▶ **WHAT THE EXERCISE ASKS**: Could you report every line of the listing below that holds the word "Vanteaux"?
Top of ENTRIES SUPPLIED
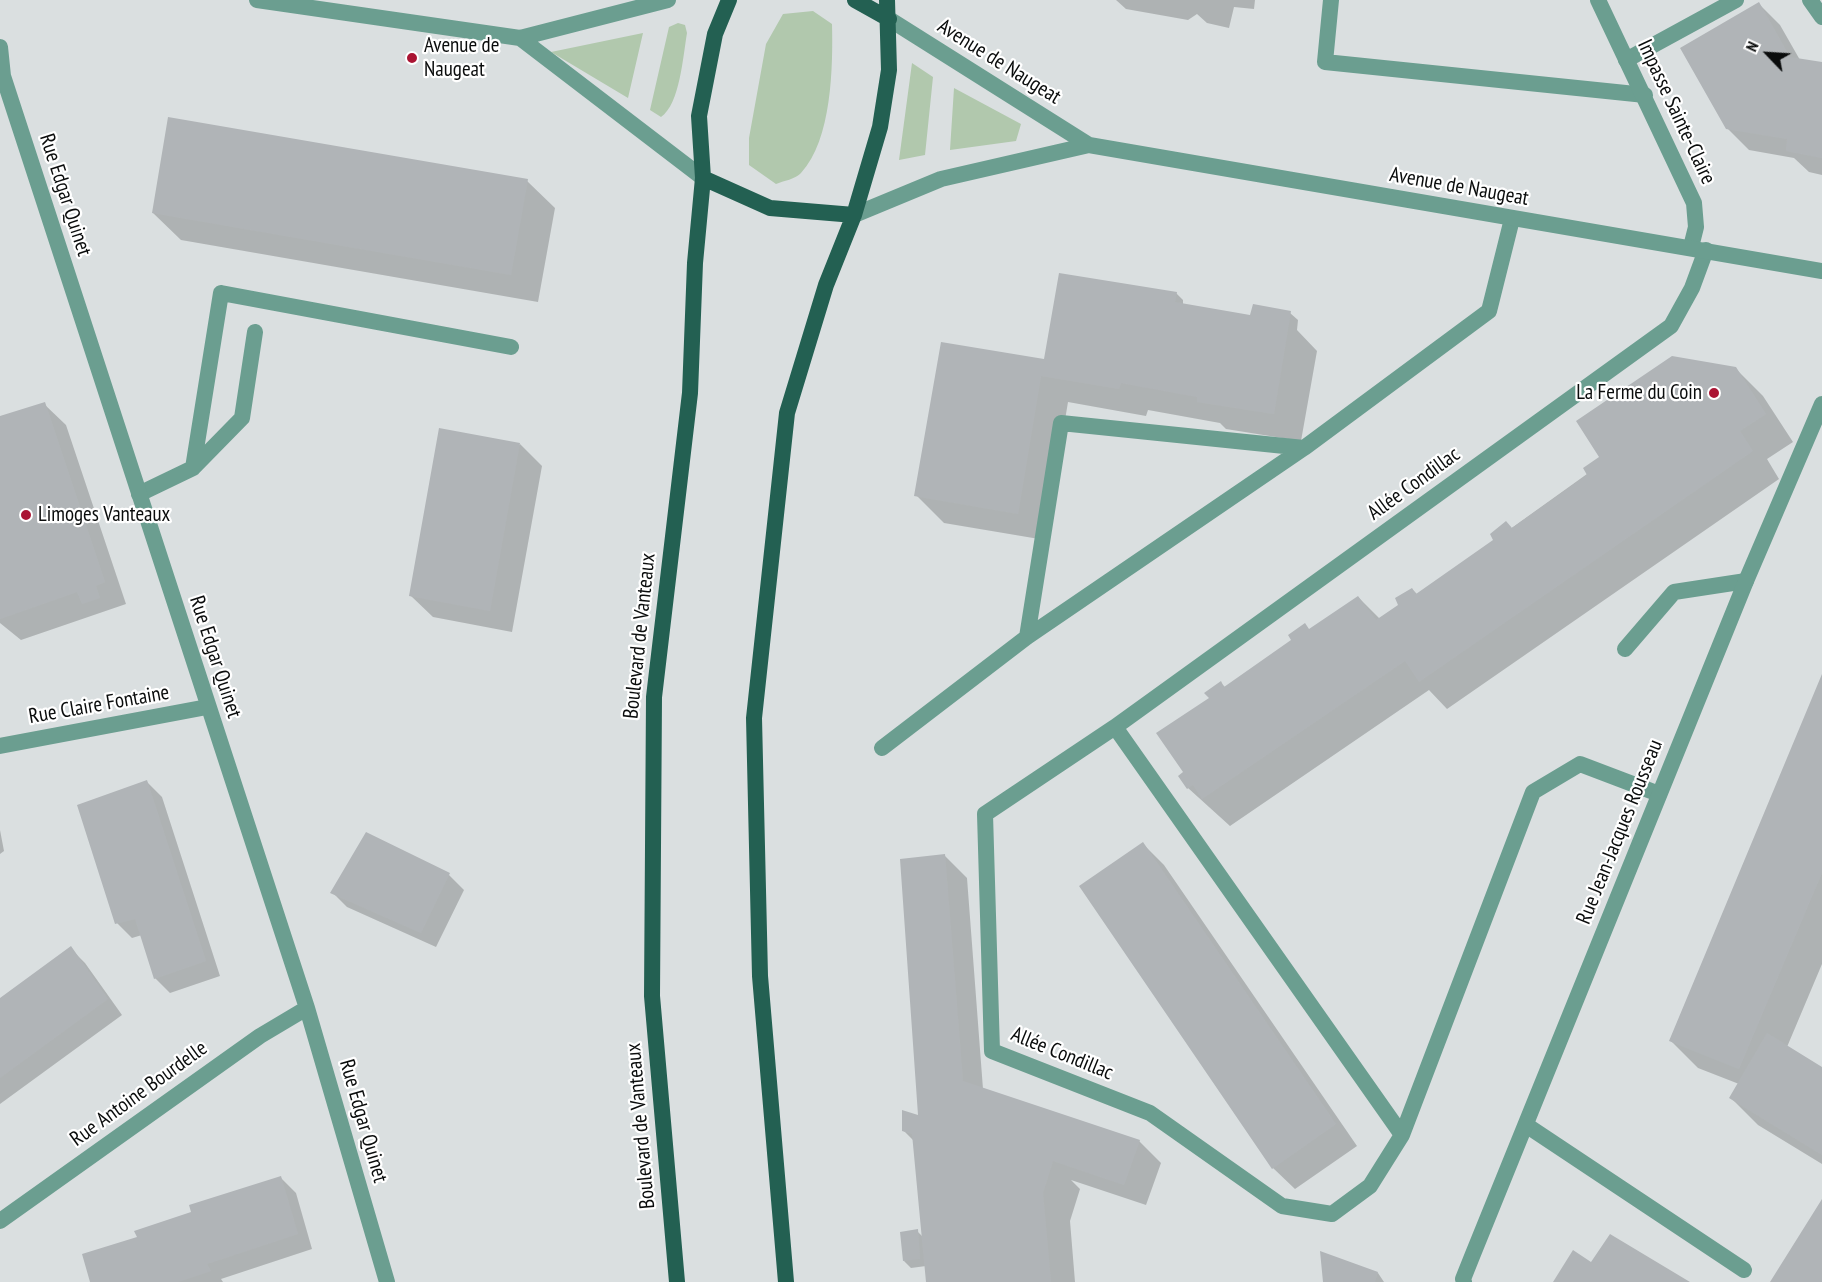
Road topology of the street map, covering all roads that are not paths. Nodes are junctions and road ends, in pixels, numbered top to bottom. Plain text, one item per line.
1 (257, 0) edge
2 (668, 0) edge
3 (729, 0) edge
4 (855, 0) edge
5 (887, 0) edge
6 (1331, 0) edge
7 (1598, 0) edge
8 (1736, 0) edge
9 (1810, 0) edge
10 (1822, 17) edge
11 (889, 19) junction
12 (520, 38) junction
13 (0, 47) edge
14 (1626, 60) junction
15 (1645, 95) junction
16 (1089, 145) junction
17 (703, 178) junction
18 (854, 215) junction
19 (1512, 219) junction
20 (1699, 249) junction
21 (1822, 271) edge
22 (255, 332) dead end
23 (512, 347) dead end
24 (1822, 404) edge
25 (1304, 448) junction
26 (193, 468) junction
27 (139, 494) junction
28 (1746, 581) junction
29 (1027, 637) junction
30 (1625, 649) dead end
31 (207, 707) junction
32 (1115, 727) junction
33 (0, 746) edge
34 (882, 748) dead end
35 (1659, 794) junction
36 (307, 1008) junction
37 (1526, 1125) junction
38 (1402, 1135) junction
39 (0, 1221) edge
40 (1744, 1270) dead end
41 (1464, 1280) edge
42 (387, 1282) edge
43 (677, 1282) edge
44 (786, 1282) edge

1 - 12 street, Avenue de Naugeat
2 - 12 street, Avenue de Naugeat
3 - 17 main road, Boulevard de Vanteaux
4 - 11 main road, Avenue de Naugeat
5 - 11 main road
6 - 15 street
7 - 14 street, Impasse Sainte-Claire
8 - 14 street
9 - 10 street
11 - 16 street, Avenue de Naugeat
11 - 18 main road
12 - 17 street, Avenue de Naugeat
13 - 27 street, Rue Edgar Quinet
14 - 15 street, Impasse Sainte-Claire
15 - 20 street, Impasse Sainte-Claire
16 - 18 street, Avenue de Naugeat
16 - 19 street, Avenue de Naugeat
17 - 18 main road, Avenue de Naugeat
17 - 43 main road, Boulevard de Vanteaux
18 - 44 main road
19 - 20 street, Avenue de Naugeat
19 - 25 street
20 - 21 street, Avenue de Naugeat
20 - 32 street, Allée Condillac
22 - 26 street
23 - 26 street
24 - 28 street, Rue Jean-Jacques Rousseau
25 - 29 street
25 - 29 street
26 - 27 street
27 - 31 street, Rue Edgar Quinet
28 - 30 street
28 - 35 street, Rue Jean-Jacques Rousseau
29 - 34 street
31 - 33 street, Rue Claire Fontaine
31 - 36 street, Rue Edgar Quinet
32 - 38 street
32 - 38 street, Allée Condillac
35 - 37 street, Rue Jean-Jacques Rousseau
35 - 38 street, Allée Condillac
36 - 39 street, Rue Antoine Bourdelle
36 - 42 street, Rue Edgar Quinet
37 - 40 street
37 - 41 street, Rue Jean-Jacques Rousseau

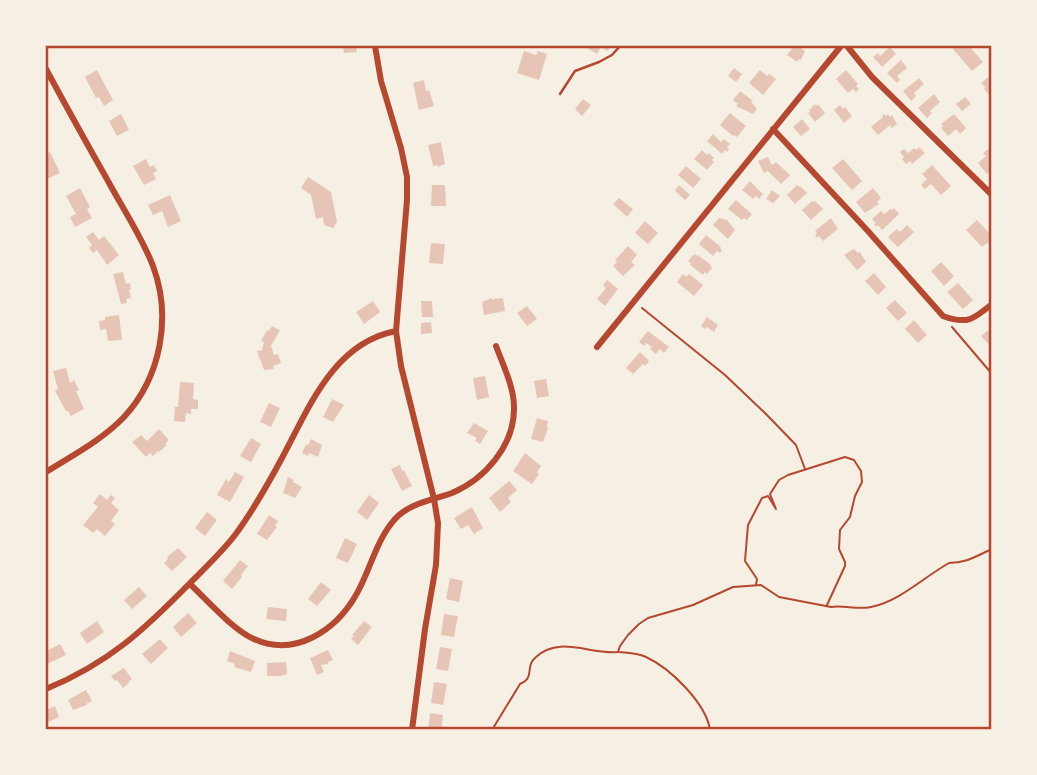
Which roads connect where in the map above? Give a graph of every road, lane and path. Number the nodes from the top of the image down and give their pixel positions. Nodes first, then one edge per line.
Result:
1 (375, 46) edge
2 (620, 46) edge
3 (841, 46) edge
4 (847, 46) edge
5 (46, 69) edge
6 (560, 94) dead end
7 (773, 129) junction
8 (992, 195) edge
9 (634, 301) junction
10 (992, 304) edge
11 (943, 316) junction
12 (396, 331) junction
13 (496, 346) dead end
14 (597, 347) dead end
15 (992, 374) edge
16 (805, 470) junction
17 (46, 472) edge
18 (435, 499) junction
19 (992, 549) edge
20 (190, 584) junction
21 (756, 585) junction
22 (827, 606) junction
23 (618, 652) junction
24 (46, 689) edge
25 (412, 730) edge
26 (492, 730) edge
27 (710, 730) edge

1 - 12 street
2 - 6 lane
3 - 7 street
4 - 8 street
5 - 17 street
7 - 9 street
7 - 11 street
9 - 14 street
9 - 16 path
10 - 11 street
11 - 15 path
12 - 18 street
12 - 20 street
13 - 18 street
16 - 21 path
16 - 22 path
18 - 20 street
18 - 25 street
19 - 22 path
20 - 24 street
21 - 22 path
21 - 23 path
23 - 26 path
23 - 27 path

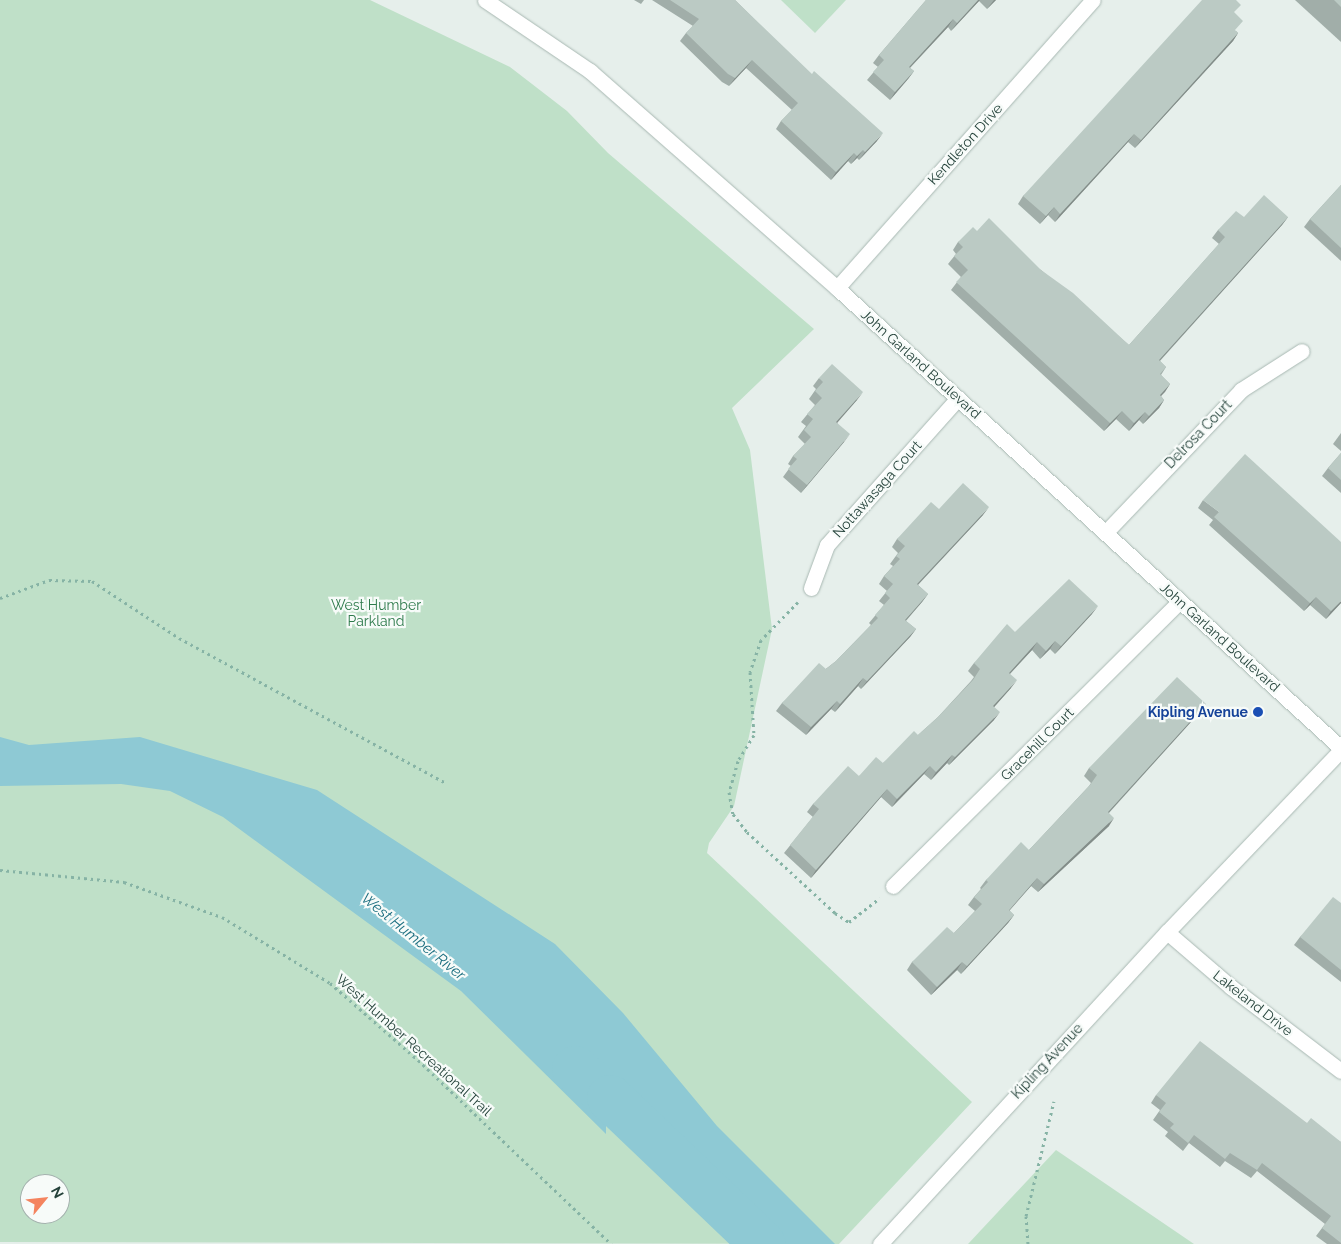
Bottom of ENTRIES SUPPLIED
▶ **EXERCISE SOLUTION**:
3 - 17 main road, Boulevard de Vanteaux
17 - 43 main road, Boulevard de Vanteaux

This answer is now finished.